■ **Exercise description**
Report every line of the entries that contains the word "nodes".

Dataset records:
+ + + +

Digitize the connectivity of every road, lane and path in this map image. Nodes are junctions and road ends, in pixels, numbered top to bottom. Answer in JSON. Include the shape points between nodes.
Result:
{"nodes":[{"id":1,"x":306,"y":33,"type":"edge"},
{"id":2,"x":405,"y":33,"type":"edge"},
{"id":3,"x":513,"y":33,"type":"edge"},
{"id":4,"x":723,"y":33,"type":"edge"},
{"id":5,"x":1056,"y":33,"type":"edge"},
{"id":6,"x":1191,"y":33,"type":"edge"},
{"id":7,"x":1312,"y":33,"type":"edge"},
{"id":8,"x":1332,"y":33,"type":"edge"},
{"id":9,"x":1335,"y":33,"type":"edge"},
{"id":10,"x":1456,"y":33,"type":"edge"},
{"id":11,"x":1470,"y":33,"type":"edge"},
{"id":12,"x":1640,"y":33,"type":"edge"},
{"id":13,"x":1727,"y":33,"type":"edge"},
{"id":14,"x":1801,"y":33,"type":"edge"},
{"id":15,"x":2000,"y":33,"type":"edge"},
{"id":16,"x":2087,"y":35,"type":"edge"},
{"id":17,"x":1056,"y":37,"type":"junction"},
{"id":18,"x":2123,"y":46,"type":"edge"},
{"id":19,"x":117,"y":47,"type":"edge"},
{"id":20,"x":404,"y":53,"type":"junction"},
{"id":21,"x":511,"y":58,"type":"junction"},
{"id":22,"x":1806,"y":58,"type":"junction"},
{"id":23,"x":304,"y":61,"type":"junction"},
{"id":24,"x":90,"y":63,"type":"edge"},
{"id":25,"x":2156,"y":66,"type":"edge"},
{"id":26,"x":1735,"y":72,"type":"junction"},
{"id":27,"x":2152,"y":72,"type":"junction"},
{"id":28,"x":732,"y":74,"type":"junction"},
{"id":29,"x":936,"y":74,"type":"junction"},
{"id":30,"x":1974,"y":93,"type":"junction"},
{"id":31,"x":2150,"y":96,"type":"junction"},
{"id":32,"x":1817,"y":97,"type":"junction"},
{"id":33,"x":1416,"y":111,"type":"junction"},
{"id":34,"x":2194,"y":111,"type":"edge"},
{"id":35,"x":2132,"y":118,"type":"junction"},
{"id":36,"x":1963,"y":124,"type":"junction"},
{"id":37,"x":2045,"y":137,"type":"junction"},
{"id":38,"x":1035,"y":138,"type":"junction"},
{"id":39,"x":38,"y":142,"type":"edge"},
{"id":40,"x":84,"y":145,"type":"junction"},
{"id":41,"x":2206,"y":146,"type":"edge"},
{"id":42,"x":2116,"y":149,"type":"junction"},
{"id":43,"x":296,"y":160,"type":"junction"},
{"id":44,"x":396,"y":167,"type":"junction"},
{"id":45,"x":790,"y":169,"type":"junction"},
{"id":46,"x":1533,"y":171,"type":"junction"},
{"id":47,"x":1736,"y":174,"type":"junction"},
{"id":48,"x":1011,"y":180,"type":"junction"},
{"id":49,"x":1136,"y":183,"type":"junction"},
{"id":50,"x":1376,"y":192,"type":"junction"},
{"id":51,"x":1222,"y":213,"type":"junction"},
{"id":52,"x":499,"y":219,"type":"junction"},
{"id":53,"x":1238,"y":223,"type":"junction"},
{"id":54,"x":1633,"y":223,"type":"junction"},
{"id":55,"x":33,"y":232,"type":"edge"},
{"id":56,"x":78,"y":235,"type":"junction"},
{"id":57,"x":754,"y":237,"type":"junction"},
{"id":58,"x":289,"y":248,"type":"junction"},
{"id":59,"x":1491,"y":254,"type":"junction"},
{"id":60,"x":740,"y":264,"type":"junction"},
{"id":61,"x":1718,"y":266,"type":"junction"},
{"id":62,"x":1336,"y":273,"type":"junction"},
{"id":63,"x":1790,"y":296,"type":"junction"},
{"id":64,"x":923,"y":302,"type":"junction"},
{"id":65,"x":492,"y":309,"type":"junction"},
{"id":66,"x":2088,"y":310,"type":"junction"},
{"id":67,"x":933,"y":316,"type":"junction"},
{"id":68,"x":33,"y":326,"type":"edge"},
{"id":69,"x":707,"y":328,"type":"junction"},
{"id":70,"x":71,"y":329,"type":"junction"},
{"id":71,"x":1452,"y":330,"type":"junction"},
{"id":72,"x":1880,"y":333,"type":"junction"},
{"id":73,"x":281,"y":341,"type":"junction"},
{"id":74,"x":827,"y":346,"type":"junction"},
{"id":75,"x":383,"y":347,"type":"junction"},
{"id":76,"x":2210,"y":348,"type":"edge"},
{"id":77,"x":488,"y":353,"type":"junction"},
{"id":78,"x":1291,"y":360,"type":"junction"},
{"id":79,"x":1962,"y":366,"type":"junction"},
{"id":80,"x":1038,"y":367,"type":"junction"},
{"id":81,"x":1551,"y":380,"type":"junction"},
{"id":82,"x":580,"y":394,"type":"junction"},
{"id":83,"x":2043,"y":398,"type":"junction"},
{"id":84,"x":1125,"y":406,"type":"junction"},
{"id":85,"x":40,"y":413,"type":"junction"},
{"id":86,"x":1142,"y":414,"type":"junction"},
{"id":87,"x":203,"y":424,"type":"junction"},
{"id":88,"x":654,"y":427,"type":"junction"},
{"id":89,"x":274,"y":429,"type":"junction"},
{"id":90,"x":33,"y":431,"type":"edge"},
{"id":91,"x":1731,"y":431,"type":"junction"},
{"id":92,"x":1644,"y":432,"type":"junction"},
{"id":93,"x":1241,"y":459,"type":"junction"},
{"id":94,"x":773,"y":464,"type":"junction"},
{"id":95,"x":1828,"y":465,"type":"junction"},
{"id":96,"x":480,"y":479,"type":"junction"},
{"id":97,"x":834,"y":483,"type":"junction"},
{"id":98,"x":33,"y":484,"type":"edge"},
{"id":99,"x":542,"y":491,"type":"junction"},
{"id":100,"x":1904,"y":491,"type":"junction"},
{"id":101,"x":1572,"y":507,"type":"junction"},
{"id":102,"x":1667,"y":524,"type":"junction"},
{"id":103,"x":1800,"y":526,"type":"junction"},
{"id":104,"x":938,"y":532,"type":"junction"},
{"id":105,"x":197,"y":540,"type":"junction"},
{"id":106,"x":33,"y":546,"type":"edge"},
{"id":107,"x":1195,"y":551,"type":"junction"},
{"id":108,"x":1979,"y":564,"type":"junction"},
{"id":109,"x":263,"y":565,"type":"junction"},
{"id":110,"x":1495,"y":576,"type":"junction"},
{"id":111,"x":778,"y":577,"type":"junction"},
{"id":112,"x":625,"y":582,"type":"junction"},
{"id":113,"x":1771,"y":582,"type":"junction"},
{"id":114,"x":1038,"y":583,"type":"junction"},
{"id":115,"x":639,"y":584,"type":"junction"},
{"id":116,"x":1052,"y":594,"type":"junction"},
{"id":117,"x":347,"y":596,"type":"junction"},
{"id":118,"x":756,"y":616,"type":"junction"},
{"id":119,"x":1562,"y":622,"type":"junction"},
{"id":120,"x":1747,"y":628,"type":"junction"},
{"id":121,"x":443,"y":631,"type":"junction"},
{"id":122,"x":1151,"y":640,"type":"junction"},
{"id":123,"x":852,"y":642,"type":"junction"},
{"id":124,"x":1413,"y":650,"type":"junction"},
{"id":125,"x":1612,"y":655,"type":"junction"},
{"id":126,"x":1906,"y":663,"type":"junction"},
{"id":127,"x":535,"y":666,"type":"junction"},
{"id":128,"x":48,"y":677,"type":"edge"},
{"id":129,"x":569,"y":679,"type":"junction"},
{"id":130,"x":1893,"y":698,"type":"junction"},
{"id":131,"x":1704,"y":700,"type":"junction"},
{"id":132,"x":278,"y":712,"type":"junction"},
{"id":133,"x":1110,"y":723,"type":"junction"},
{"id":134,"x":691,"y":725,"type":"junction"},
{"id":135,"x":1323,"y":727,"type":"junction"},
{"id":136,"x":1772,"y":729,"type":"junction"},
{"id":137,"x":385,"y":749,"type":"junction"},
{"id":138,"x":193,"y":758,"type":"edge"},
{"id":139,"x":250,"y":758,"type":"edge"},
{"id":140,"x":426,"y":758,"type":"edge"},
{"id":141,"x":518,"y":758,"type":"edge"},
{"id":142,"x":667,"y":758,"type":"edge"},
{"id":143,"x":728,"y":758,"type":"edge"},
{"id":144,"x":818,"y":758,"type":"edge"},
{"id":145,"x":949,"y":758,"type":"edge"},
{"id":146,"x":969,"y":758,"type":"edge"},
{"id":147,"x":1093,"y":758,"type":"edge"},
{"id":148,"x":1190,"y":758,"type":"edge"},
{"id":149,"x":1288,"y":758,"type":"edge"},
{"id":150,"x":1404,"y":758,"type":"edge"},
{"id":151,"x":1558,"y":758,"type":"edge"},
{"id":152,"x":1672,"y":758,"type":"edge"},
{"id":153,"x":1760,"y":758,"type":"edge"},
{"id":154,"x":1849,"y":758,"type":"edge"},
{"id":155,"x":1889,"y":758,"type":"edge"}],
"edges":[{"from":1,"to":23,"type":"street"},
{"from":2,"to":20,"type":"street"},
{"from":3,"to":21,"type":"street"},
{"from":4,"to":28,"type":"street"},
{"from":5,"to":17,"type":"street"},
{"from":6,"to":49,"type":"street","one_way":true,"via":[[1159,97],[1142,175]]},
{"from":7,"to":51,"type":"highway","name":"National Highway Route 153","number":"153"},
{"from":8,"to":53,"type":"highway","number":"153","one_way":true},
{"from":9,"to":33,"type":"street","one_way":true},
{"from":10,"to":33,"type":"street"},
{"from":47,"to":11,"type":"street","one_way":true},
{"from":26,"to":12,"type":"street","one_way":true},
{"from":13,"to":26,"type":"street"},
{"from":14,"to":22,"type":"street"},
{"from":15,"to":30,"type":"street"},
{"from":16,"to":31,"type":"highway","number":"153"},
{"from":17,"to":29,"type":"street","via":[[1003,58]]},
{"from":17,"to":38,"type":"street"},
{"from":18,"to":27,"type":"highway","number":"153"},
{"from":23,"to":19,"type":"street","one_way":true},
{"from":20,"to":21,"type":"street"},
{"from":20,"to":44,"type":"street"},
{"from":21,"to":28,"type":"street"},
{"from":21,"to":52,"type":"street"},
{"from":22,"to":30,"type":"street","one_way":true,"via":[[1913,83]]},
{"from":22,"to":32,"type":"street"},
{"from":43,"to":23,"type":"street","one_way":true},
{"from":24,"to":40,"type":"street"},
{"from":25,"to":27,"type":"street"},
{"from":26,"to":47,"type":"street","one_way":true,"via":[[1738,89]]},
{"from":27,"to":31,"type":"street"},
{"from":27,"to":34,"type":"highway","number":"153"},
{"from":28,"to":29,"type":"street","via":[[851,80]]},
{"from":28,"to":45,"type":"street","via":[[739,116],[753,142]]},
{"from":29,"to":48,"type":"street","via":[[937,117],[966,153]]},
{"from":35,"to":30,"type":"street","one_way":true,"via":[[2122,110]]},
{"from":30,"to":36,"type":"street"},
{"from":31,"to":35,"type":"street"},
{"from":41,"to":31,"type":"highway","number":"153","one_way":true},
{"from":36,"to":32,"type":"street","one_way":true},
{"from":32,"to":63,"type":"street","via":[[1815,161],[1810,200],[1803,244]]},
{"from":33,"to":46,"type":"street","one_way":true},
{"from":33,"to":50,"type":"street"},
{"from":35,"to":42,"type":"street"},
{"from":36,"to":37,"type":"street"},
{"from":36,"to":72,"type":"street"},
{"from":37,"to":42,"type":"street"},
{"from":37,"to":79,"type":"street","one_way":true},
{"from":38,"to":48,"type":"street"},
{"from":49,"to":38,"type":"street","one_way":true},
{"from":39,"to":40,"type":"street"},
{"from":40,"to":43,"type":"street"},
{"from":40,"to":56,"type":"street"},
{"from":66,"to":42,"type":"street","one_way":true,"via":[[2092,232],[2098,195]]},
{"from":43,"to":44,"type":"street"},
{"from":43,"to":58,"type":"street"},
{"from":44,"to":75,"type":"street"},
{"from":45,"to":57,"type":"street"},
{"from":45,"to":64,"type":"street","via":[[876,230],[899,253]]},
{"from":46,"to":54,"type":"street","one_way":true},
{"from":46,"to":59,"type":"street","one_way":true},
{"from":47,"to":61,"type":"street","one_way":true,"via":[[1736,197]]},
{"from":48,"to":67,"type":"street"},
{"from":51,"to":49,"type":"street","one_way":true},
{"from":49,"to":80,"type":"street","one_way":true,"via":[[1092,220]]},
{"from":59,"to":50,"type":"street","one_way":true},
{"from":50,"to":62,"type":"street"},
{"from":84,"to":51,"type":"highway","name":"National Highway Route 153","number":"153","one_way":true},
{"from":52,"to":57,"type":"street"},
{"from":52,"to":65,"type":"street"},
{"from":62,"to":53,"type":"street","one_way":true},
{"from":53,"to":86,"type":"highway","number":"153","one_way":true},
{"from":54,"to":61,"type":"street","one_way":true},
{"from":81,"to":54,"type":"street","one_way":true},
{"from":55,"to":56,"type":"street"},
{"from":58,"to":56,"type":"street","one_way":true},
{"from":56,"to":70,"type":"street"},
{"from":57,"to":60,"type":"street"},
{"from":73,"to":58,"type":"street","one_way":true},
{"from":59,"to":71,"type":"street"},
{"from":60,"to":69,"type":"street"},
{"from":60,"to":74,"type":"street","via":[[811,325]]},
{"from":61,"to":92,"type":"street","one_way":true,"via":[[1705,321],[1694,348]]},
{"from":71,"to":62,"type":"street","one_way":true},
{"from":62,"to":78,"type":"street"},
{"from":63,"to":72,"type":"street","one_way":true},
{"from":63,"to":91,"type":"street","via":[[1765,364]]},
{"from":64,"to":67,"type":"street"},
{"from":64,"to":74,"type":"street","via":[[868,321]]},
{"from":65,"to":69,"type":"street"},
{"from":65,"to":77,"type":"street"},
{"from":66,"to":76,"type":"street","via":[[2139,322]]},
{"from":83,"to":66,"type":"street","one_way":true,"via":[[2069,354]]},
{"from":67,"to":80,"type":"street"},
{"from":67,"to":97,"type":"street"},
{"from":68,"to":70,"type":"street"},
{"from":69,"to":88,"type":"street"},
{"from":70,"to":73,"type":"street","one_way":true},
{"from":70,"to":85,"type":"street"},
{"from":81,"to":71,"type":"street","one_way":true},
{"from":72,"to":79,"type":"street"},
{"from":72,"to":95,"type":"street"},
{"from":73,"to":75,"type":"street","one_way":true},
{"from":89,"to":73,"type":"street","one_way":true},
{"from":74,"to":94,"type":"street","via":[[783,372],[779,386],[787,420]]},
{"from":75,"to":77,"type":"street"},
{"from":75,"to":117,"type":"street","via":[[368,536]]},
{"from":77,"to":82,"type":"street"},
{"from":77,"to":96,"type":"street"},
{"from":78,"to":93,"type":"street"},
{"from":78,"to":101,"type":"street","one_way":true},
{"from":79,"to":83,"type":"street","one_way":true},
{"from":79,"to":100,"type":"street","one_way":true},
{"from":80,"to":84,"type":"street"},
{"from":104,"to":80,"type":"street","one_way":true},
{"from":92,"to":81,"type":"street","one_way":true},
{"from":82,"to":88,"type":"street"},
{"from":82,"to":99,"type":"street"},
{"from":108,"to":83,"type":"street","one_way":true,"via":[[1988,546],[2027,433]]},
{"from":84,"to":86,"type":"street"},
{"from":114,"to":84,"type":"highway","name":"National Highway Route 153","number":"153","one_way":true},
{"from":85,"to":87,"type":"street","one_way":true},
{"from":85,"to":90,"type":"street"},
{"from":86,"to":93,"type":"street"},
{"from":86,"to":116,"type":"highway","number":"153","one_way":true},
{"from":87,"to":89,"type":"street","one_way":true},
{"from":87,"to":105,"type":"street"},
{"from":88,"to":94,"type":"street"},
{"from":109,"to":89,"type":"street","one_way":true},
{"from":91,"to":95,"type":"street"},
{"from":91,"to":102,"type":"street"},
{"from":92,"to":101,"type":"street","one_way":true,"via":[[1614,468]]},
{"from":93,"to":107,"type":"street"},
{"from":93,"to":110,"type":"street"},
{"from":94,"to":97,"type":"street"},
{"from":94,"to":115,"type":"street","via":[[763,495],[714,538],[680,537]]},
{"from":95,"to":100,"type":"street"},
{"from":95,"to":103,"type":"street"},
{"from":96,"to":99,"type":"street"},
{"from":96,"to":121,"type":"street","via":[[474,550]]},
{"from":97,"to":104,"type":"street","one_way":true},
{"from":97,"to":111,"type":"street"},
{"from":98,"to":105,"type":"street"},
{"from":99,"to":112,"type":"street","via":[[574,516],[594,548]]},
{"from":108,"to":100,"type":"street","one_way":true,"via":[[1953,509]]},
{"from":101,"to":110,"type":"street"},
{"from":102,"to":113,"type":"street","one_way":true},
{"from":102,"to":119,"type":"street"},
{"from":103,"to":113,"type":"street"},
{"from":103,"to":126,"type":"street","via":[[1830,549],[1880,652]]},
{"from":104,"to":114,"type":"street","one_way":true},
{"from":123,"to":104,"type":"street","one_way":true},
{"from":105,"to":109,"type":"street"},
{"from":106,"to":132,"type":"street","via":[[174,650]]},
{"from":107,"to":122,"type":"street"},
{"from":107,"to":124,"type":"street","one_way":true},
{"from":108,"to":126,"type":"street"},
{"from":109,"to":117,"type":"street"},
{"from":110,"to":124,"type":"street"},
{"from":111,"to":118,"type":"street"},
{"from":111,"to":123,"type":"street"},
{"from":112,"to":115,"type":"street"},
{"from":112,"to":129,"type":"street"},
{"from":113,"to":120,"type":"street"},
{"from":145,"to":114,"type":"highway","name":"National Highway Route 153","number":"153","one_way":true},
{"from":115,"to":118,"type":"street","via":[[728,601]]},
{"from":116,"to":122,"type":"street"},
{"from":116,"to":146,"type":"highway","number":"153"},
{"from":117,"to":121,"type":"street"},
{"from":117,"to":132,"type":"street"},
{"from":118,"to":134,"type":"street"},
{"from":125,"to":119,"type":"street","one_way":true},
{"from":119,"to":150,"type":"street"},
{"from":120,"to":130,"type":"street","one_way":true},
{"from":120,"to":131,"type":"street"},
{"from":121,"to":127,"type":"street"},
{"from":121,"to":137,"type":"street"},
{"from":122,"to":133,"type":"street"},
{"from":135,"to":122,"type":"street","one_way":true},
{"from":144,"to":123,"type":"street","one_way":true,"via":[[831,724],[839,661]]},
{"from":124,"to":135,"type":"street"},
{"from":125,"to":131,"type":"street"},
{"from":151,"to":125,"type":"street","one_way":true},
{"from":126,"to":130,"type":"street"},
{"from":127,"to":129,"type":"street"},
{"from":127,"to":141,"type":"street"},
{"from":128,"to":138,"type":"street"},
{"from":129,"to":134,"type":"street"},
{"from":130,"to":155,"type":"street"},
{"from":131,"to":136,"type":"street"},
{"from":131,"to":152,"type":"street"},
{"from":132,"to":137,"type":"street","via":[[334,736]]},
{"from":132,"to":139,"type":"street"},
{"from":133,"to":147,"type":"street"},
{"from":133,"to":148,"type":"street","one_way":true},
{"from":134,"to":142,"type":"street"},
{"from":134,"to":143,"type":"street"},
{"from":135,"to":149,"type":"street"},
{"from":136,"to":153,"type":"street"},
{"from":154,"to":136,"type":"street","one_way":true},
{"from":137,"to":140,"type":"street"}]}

+ + + +

■ **Task output**
Digitize the connectivity of every road, lane and path in this map image. Nodes are junctions and road ends, in pixels, numbered top to bottom. Answer in JSON. Include the shape points between nodes.
{"nodes":[{"id":1,"x":306,"y":33,"type":"edge"},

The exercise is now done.